56% of NI prime cattle beef kill from suckler-bred stock

During the second quarter of 2021, suckler-bred cattle accounted for 56% of the total prime cattle beef kill in Northern Ireland.

According to the Livestock and Meat Comission’s (LMC’s) weekly bulletin released on Friday, August 13, this figure indicates a marginal decline from the same period in 2020.

Despite this, the proportion of prime cattle from a beef-cross origin was at 31% – a slight increase when compared to last year’s figures.

The remaining 12% of cattle slaughtered in the second quarter of this year in Northern Ireland consisted of dairy-sired cattle.

This figure remains unchanged from the second quarter of 2020, according to the LMC.

Beef kill – steers

According to the LMC’s report, there have been some changes in the proportion of steers meeting respective conformation scores during the second quarter of this year, relative to the same period in 2020.

The majority of price reports for steers in Northern Ireland saw an R or O grade with 35% and 38% awarded these conformation scores respectively.

Meanwhile, the proportion of steers meeting a U and P grade increased by 1% during quarter two this year, relative to the same period last year, totaling 18% and 9% respectively.

Similarly, the fat class achieved by steers in local plants in Northern Ireland has remained similar to last year’s figures during the second quarter.
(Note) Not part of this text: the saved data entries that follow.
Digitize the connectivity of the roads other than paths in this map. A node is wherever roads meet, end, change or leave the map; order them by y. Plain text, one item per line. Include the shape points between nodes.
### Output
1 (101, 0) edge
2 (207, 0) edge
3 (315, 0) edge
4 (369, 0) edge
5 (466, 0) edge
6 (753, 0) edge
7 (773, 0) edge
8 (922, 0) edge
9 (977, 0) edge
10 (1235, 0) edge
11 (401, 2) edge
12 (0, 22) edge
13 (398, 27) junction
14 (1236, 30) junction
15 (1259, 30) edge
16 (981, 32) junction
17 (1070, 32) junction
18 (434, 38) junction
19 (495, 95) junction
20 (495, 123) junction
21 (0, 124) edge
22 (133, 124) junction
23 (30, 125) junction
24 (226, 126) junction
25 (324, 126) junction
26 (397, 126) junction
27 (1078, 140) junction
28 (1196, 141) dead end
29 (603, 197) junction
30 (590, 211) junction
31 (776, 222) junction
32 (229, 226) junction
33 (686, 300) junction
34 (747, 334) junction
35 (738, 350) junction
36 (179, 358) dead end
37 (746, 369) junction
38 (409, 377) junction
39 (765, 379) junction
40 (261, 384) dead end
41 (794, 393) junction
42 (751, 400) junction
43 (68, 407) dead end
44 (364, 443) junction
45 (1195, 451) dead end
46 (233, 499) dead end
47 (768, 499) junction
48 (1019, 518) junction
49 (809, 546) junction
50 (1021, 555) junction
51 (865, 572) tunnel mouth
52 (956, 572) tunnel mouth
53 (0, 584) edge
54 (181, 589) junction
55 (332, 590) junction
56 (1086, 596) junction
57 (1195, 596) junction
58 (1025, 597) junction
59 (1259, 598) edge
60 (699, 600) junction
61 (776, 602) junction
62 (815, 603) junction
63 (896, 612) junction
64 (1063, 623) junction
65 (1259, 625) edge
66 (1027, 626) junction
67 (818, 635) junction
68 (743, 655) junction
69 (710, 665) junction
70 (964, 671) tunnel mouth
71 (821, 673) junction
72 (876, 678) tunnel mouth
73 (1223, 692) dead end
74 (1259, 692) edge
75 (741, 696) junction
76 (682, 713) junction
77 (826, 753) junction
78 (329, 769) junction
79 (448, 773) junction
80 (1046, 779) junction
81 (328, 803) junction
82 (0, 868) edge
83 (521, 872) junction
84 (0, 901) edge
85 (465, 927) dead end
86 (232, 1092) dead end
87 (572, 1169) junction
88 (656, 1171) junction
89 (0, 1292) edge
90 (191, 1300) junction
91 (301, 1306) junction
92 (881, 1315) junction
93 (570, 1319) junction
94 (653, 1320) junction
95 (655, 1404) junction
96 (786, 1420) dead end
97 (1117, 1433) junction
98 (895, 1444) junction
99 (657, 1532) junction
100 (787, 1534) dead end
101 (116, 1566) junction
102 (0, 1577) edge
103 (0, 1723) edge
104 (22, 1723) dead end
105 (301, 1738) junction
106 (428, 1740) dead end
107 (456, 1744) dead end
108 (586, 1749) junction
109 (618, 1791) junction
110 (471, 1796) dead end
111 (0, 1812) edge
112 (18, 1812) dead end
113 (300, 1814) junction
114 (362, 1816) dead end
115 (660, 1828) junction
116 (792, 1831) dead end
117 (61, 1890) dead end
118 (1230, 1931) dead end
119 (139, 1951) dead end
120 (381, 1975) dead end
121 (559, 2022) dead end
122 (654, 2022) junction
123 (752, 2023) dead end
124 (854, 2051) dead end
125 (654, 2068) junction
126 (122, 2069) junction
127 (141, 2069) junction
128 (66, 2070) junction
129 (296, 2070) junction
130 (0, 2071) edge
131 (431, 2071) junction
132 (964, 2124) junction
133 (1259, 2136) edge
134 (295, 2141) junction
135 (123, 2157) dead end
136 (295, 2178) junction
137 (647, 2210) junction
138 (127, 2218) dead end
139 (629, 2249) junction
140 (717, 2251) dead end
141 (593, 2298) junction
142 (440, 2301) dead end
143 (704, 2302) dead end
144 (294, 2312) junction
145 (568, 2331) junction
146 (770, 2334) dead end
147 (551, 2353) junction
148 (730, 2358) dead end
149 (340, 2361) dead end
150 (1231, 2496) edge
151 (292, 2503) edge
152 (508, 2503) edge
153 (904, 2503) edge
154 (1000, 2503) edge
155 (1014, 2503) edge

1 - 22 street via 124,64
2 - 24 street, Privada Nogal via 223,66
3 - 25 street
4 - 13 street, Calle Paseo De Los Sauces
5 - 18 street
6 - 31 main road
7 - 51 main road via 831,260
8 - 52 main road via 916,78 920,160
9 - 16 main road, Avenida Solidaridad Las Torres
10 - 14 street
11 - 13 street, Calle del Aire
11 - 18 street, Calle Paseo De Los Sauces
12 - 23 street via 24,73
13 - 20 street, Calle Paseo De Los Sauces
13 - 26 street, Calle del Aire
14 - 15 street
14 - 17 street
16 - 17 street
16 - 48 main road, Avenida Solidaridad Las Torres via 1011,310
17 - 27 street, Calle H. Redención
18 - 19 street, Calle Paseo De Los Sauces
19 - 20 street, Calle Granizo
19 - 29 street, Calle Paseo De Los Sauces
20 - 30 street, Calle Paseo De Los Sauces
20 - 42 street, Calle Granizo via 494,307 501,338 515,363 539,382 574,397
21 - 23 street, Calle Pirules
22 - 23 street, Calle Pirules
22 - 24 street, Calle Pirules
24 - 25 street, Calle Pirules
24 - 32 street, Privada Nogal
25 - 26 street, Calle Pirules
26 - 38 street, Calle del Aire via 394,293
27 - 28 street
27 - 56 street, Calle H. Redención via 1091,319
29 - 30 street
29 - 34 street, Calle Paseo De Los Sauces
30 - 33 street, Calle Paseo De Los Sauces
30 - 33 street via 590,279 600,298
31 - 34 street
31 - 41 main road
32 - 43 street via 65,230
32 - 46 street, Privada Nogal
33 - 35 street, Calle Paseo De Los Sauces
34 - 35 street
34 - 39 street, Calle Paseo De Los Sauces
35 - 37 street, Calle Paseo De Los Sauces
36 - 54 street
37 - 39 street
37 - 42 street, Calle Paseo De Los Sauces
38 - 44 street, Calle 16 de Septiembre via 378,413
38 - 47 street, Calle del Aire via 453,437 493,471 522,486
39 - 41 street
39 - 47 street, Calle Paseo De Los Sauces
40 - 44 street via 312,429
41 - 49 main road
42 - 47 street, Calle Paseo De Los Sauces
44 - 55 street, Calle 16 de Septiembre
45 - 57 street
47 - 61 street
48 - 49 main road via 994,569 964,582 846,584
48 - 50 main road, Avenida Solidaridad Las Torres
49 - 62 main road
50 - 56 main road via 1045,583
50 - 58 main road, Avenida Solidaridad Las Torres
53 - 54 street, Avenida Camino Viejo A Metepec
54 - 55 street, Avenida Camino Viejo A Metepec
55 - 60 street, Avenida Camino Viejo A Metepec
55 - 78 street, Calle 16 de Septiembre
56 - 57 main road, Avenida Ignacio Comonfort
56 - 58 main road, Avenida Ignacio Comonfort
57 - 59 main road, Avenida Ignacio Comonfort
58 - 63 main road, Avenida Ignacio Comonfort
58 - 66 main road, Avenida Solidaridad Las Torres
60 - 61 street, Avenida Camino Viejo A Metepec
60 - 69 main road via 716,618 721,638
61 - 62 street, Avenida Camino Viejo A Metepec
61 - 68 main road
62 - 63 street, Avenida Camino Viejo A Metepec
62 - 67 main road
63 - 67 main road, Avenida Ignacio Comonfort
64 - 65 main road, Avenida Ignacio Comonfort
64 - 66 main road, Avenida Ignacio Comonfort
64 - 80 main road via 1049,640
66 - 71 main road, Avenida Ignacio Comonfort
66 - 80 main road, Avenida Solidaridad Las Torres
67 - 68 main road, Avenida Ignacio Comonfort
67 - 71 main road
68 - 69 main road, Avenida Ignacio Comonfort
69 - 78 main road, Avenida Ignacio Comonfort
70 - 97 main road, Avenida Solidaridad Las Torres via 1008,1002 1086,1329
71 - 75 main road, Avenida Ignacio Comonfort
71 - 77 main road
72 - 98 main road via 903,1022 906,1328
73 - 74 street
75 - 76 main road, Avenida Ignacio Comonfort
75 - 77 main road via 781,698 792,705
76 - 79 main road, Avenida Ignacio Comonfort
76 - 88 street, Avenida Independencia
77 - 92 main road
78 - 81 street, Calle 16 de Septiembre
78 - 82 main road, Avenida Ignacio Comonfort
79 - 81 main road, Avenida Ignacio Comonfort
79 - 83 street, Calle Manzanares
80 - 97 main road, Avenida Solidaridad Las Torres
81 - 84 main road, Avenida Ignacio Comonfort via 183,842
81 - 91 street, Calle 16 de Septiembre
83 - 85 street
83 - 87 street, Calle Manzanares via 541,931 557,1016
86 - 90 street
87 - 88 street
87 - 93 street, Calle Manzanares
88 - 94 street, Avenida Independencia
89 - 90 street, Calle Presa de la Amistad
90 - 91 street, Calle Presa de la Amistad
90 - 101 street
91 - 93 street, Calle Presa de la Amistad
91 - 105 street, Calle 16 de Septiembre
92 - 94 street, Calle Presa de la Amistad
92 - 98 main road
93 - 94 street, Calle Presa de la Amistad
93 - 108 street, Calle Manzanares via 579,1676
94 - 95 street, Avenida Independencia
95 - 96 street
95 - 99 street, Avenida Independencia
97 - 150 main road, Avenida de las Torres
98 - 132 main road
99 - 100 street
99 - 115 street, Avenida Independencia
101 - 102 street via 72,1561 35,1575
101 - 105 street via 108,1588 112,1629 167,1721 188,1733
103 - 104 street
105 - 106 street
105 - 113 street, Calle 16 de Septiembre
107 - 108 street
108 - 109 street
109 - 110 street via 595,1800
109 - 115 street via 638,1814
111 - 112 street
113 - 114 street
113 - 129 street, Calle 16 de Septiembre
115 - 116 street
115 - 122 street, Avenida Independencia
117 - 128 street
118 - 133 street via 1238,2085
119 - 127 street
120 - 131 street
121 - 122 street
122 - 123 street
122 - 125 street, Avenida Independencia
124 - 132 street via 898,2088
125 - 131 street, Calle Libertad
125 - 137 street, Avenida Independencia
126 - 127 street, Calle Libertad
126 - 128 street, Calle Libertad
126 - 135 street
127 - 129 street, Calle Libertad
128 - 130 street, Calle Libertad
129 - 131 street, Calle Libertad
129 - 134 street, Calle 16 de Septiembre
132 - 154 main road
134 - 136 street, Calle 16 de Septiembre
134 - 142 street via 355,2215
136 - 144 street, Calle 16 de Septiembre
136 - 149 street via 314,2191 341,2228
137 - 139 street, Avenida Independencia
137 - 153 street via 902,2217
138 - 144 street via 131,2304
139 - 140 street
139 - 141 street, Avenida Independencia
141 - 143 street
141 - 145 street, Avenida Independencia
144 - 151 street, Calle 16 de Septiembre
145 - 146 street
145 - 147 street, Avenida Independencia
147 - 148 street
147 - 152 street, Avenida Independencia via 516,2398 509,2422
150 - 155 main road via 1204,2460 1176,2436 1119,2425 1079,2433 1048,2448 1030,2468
The proportion of steers meeting a fat class of two and three marginally decreased to 18% and 58% respectively.

Steers meeting a fat class of four increased slightly to 22%, while steers meeting a fat class one and five remained very low.

Heifers

Similar to steers, the majority of price reports for heifers in Northern Ireland were R or O grades during the second quarter of 2021.

The proportion of heifers meeting an R-grade was 42% while 37% met an O-grade.

Meanwhile, the proportion meeting a U-grade declined marginally from 2020 to total 15% and the proportion meeting a P-grade remained steady at 6%.

The proportion of price-reported heifers meeting fat class two and three decreased slightly to 7% and 41% respectively.

Heifers meeting a fat score of four increased by 2% to 47%.

Meanwhile, heifers meeting a fat class of one and five remained low at 1% and 4% respectively.